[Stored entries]
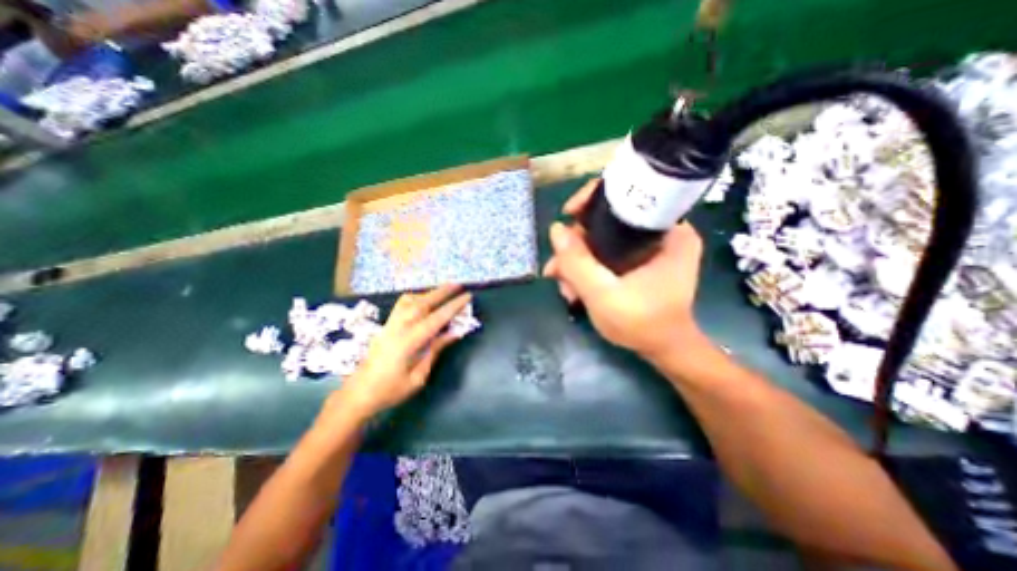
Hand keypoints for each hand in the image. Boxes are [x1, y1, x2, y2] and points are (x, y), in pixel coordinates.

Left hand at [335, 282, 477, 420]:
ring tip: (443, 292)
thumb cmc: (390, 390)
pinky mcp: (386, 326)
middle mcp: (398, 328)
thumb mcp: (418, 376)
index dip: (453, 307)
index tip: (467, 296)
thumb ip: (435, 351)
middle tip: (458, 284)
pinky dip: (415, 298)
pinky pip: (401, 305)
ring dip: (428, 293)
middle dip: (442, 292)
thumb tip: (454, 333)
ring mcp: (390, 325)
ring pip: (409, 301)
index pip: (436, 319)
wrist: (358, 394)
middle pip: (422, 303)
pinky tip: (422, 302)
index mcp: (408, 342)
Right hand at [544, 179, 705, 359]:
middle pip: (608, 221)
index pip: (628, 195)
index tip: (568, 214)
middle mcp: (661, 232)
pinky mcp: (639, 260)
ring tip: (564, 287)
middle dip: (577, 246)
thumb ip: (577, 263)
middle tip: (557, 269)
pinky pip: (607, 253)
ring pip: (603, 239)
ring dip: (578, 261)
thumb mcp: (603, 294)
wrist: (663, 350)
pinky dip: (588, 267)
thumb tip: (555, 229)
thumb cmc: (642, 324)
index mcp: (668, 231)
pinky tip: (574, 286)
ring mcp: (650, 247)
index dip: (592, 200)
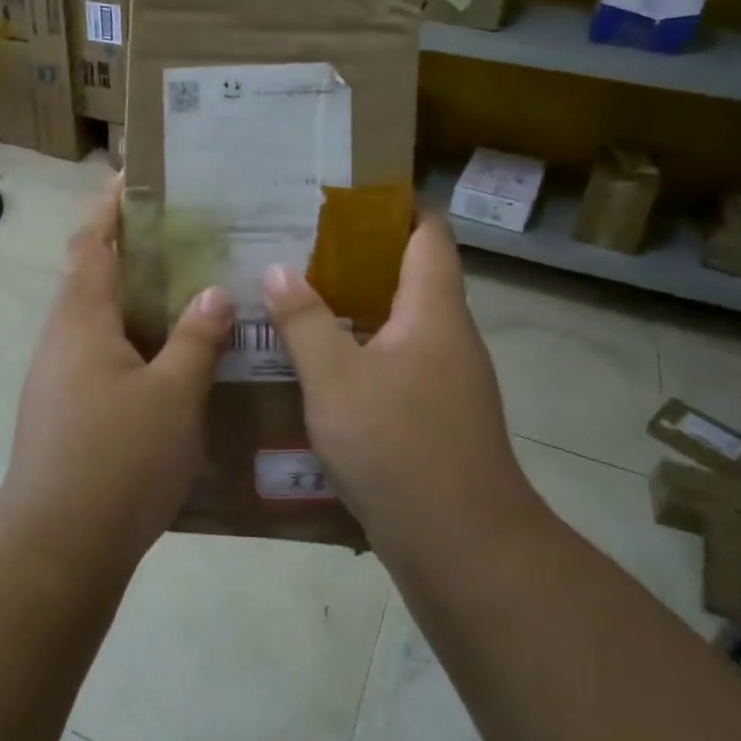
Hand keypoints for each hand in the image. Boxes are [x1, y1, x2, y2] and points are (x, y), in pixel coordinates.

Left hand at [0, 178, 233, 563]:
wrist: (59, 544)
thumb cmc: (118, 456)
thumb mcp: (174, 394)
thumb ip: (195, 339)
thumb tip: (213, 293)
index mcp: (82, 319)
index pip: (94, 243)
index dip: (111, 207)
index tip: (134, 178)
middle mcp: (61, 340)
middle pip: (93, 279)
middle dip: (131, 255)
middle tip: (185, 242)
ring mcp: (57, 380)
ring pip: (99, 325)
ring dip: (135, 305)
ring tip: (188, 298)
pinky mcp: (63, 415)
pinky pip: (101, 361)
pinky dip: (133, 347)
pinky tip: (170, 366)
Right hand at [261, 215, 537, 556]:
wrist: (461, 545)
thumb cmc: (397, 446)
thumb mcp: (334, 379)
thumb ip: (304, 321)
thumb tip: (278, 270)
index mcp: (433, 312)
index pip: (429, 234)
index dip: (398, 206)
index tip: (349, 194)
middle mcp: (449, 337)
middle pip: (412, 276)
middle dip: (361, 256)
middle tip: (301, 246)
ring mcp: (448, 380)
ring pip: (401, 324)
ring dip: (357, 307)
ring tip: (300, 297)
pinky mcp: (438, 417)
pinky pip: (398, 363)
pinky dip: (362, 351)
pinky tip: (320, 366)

...

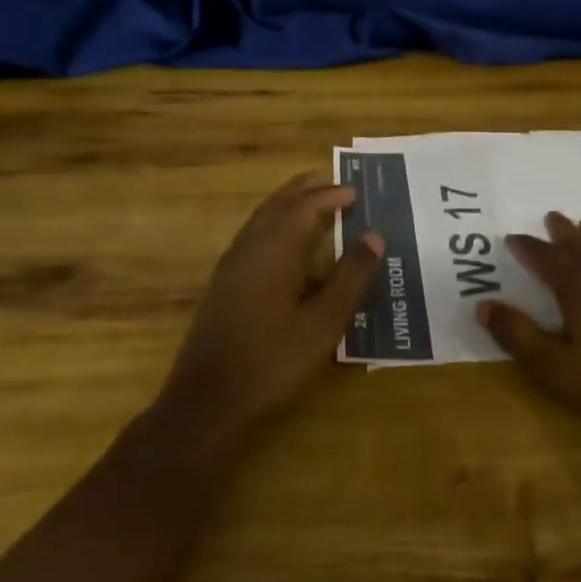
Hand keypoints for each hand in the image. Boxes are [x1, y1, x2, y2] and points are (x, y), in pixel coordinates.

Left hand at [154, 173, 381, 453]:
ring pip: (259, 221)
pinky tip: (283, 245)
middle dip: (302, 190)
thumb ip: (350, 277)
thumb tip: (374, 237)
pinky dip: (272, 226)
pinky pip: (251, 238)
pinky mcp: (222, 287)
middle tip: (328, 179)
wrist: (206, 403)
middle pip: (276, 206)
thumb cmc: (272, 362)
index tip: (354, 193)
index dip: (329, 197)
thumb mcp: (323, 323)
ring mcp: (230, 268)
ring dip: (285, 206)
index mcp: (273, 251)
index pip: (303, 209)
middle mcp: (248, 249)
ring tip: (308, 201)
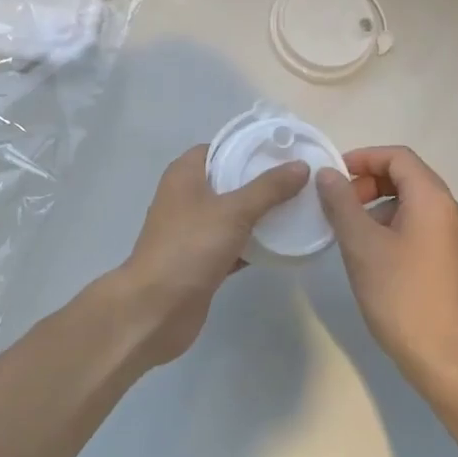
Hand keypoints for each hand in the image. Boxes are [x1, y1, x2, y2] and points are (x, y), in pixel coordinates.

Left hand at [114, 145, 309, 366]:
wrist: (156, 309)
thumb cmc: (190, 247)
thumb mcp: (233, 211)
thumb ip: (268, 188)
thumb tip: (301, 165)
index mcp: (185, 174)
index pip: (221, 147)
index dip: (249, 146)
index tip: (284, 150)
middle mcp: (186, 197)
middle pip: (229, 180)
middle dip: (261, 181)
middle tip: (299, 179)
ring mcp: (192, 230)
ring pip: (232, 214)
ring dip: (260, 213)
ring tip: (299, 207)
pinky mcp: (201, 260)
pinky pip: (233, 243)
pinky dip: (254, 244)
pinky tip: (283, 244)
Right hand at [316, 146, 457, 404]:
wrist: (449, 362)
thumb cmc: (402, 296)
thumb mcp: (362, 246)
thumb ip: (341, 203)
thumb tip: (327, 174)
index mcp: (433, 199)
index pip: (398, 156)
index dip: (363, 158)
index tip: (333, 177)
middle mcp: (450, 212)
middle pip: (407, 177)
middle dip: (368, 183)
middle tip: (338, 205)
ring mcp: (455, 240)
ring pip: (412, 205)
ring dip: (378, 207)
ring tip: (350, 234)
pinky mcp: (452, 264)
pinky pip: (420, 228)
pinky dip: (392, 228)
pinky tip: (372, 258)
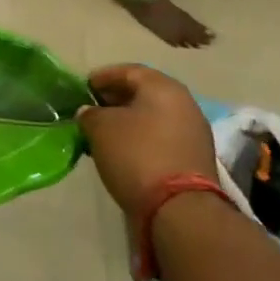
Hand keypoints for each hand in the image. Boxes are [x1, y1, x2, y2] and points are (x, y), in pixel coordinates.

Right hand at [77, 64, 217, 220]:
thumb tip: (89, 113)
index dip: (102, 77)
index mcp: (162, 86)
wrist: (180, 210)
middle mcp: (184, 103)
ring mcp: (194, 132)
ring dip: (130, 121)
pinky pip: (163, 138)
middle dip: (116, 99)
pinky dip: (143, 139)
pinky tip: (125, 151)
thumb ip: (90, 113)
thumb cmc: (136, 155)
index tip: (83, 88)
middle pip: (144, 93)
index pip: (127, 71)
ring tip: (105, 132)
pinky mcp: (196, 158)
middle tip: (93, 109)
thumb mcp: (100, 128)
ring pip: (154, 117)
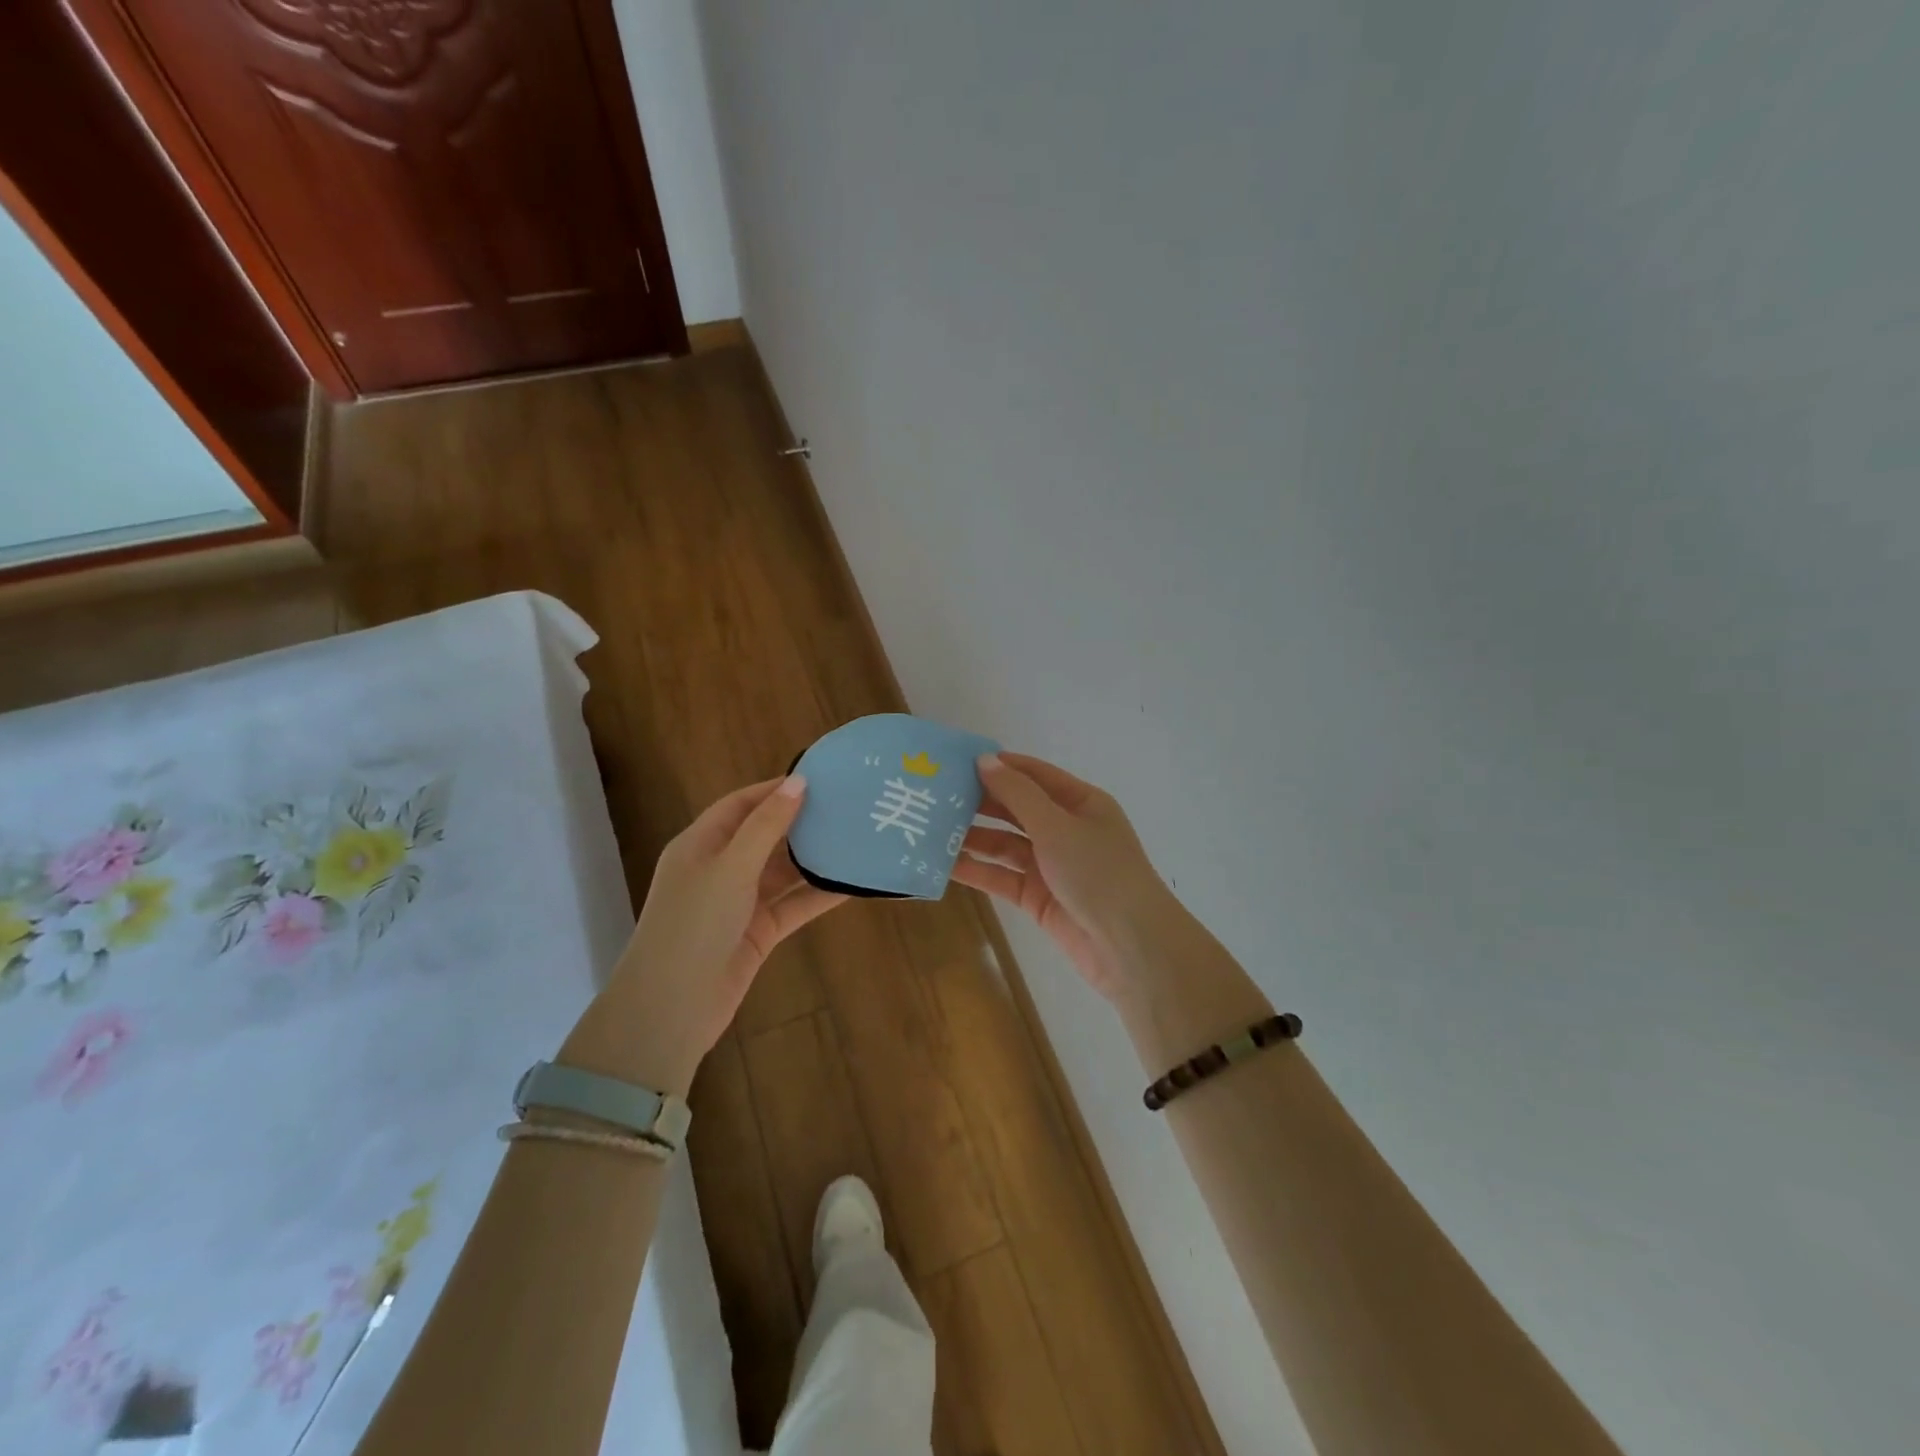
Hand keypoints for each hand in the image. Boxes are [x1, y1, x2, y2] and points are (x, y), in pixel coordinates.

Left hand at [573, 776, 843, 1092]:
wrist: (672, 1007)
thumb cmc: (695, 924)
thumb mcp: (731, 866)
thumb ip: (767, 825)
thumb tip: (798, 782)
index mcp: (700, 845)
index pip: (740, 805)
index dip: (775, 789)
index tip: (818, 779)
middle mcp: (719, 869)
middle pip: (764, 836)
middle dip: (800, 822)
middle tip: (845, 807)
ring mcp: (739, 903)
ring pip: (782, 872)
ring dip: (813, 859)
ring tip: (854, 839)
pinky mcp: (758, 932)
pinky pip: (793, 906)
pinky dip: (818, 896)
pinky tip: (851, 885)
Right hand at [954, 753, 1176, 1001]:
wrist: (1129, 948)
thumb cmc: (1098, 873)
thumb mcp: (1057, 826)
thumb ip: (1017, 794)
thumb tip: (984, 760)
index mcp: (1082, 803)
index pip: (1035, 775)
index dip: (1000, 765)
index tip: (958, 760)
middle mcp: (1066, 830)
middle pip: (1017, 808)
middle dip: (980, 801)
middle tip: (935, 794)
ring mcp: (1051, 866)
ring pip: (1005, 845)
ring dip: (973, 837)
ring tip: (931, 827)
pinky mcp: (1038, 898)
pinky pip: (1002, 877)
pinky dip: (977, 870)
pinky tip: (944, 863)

--

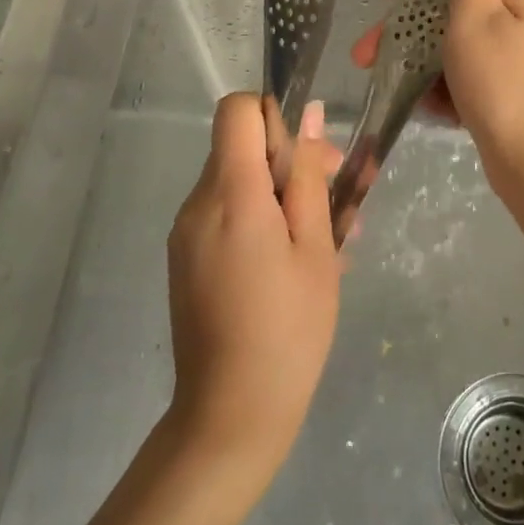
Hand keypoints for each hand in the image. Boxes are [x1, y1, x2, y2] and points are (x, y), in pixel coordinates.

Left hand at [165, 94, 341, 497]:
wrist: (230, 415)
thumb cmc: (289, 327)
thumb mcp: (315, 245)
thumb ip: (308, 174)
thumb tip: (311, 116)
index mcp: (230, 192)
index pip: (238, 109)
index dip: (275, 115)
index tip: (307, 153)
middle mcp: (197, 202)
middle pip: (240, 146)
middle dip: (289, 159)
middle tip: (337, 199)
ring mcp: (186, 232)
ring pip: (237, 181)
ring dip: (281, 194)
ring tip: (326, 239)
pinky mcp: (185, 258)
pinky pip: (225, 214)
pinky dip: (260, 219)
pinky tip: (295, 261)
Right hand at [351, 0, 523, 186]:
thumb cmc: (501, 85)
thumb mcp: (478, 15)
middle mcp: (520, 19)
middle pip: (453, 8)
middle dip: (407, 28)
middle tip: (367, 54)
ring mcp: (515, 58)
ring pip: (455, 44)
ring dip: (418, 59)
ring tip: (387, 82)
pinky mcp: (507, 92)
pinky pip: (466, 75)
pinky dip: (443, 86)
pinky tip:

[Problem to work on] With the line holding "ring dip: (135, 305)" as the first and the line holding "ring mcp: (448, 380)" as the last, set down that range of the entries above exactly, and nothing else.

[Written response]
ring dip: (135, 305)
ring tip: (188, 298)
pinky mcp: (63, 415)
pinky pip: (101, 361)
pinky dip: (133, 347)
pinky tip: (170, 366)
Right hand at [261, 215, 537, 556]:
wrist: (461, 545)
thumb cmc: (397, 446)
thumb mcp: (334, 379)
thumb ip: (304, 321)
thumb tip: (278, 270)
index mcp: (433, 312)
index pip: (429, 234)
index dip: (398, 206)
index tip: (349, 194)
middle mcp: (449, 337)
middle pip: (412, 276)
middle dip: (361, 256)
middle tip: (301, 246)
ring mcp: (448, 380)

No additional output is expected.